On imagine volontiers l'intérêt que l'on peut éprouver à reconstituer par la l'œuvre patiente et diligente de ces géographes et cartographes qui ne disposaient d'aucun de nos moyens d'observation et de représentation rapide, qui travaillaient à une autre échelle de temps que la nôtre. Et l'on s'étonne une fois de plus qu'en la géographie historique et l'histoire de la géographie soient des domaines de trop délaissés. L'ouvrage du P. de Dainville est, il est vrai, de ceux qui susciter des vocations. La seule lecture du beau chapitre sur la ville dans les cartes (p. 216-225) donne envie de brasser ces innombrables plans sans lesquels on ne comprend rien aux problèmes urbains d'aujourd'hui, et l'on constate aussi que bien des débats sur le choix et l'application des termes sont oiseux... puisque la question a été tranchée, et de façon le plus souvent fort pertinente, à l'époque de Louis XIV.

Article publié par Pierre George, dans "Annales de Géographie";  Année 1966;  Volume 75;  Numéro 407,  pp. 85-86.



François de Dainville, né le 21 janvier 1909 à Paris et décédé en 1971, est un géographe et historien français.
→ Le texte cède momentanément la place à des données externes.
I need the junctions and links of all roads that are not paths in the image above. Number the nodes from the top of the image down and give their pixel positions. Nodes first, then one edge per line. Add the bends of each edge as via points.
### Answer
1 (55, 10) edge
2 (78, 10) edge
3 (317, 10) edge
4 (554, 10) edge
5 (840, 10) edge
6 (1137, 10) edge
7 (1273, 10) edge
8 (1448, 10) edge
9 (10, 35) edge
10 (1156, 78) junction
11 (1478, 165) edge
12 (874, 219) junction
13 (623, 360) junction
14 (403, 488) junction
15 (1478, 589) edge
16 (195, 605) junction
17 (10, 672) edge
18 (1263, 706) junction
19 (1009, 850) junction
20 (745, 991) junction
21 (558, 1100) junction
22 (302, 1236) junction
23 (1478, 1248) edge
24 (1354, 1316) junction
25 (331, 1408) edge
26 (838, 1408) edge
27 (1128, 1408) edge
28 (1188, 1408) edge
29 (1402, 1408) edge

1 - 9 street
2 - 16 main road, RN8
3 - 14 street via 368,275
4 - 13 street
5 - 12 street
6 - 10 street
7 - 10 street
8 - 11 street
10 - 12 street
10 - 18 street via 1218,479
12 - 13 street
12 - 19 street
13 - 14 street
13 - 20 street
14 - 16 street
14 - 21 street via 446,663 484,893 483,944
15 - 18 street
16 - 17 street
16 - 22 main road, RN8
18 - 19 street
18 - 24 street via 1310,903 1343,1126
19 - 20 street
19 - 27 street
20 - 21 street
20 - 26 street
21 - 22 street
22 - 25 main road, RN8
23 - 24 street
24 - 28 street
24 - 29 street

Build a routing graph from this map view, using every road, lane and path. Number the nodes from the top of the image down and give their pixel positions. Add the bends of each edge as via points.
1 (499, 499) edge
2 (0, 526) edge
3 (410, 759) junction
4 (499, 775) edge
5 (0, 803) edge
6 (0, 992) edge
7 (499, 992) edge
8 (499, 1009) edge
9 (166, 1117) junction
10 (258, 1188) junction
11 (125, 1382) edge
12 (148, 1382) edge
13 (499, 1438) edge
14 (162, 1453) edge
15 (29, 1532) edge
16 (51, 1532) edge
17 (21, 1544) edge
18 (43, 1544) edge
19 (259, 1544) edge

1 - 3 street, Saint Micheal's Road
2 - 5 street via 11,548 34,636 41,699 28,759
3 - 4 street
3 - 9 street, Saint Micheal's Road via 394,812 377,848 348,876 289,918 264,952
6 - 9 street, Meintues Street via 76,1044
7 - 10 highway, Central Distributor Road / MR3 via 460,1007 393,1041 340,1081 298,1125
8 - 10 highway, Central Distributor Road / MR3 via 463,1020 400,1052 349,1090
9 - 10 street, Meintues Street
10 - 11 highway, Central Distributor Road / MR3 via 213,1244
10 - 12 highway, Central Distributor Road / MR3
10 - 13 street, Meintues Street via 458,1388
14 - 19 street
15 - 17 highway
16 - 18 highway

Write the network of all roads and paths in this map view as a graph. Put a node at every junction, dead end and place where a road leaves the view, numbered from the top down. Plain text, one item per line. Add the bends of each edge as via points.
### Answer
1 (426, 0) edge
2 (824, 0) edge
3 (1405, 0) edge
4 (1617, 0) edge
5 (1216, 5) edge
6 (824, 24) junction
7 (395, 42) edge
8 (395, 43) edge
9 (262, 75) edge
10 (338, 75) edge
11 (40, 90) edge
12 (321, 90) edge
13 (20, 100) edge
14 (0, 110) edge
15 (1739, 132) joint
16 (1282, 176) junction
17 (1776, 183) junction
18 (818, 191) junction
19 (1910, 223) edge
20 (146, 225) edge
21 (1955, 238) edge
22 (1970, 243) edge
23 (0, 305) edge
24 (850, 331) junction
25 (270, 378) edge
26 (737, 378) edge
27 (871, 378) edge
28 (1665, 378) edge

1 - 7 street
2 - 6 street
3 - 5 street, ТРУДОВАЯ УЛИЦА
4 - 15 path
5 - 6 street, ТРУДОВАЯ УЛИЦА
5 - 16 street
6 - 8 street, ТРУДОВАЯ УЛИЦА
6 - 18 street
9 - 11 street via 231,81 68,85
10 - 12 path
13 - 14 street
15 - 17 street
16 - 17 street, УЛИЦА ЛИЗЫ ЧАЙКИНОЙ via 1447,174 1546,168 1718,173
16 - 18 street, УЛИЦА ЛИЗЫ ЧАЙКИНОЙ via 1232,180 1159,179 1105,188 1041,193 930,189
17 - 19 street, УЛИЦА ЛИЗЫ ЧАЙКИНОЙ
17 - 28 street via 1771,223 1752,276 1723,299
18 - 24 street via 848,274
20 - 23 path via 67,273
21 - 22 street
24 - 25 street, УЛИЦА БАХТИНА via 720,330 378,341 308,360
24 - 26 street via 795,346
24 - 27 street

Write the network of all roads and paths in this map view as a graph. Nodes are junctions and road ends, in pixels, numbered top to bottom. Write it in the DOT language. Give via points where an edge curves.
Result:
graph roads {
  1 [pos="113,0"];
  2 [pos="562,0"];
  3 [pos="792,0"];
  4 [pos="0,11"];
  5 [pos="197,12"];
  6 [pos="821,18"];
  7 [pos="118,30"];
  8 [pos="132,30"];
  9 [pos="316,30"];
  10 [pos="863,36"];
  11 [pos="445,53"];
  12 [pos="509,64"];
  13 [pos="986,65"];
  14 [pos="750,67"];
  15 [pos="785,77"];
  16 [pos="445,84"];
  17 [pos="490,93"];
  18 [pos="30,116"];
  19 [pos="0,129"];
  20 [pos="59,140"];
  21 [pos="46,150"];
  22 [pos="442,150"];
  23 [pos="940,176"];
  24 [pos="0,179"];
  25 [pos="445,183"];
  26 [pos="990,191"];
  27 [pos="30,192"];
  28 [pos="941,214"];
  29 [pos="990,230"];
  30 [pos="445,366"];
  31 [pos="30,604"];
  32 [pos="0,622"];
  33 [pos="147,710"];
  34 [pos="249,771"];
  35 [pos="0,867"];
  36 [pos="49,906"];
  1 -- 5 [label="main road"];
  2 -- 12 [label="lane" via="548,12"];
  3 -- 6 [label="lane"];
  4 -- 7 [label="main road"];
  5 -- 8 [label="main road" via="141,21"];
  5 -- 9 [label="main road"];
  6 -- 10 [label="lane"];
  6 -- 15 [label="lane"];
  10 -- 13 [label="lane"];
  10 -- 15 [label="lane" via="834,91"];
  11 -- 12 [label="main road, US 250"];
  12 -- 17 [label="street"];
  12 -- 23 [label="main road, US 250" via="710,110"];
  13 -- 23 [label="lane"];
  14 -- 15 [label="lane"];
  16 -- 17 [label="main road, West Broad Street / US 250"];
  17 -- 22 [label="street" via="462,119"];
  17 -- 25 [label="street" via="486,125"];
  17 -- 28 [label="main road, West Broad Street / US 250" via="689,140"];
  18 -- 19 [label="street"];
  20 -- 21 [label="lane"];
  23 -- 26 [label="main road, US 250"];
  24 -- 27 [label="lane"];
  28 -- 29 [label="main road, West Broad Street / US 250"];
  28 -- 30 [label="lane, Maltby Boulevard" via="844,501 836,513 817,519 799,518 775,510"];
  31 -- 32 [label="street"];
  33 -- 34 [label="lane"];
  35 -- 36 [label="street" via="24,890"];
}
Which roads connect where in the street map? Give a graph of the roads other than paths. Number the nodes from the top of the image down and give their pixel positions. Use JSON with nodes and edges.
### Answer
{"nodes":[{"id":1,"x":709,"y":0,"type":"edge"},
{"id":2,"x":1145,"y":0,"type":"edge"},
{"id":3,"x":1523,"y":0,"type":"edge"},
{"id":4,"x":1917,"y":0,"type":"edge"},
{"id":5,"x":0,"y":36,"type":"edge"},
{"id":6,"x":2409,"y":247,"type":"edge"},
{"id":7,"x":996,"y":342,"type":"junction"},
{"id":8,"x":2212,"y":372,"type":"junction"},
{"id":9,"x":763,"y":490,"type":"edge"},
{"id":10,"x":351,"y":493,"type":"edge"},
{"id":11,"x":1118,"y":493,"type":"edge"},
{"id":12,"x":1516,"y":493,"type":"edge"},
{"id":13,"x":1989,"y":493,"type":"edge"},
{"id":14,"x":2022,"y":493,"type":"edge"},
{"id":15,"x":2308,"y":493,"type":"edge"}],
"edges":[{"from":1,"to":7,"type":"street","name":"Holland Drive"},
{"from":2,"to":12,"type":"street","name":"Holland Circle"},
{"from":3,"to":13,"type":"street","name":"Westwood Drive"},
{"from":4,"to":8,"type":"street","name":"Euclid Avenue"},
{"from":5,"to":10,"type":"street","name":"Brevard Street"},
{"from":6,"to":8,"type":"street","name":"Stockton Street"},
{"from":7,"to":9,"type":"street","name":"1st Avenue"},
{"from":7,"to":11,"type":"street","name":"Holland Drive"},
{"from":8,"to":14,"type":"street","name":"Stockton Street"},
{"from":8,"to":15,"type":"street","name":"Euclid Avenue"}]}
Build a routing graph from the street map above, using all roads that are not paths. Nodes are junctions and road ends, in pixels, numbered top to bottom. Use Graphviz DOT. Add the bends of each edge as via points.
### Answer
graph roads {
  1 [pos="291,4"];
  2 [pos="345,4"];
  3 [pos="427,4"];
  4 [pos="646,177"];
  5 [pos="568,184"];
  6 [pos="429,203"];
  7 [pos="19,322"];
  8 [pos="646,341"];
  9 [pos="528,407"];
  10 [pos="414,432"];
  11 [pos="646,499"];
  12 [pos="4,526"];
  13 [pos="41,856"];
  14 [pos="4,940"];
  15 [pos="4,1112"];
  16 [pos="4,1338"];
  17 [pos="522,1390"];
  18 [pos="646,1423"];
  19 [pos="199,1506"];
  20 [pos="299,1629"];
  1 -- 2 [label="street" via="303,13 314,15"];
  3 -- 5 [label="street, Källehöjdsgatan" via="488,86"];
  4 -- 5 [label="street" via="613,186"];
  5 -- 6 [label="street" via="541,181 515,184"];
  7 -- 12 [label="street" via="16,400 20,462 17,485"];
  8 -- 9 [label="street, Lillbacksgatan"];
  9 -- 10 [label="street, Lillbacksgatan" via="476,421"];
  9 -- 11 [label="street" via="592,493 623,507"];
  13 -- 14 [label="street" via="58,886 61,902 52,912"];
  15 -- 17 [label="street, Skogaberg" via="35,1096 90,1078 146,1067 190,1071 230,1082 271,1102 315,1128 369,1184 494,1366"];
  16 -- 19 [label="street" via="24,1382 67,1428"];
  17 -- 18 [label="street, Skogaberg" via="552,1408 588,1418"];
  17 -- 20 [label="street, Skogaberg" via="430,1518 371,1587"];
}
Professeur d'histoire de la cartographie à l'École nationale des chartes à partir de 1959. Directeur d'études de l'École pratique des hautes études (IVe section) à partir de 1963. Il a été membre de l'ordre des Jésuites.

Références documentaires :

  1. François de Dainville, "Le langage des géographes", Paris, A. et J. Picard, 1964, avec le concours de Françoise Grivot.
  1. François de Dainville, "Le langage des géographes , Termes, signes, couleurs des cartes anciennes, 1500-1800";  Ré-édition en  05/2002.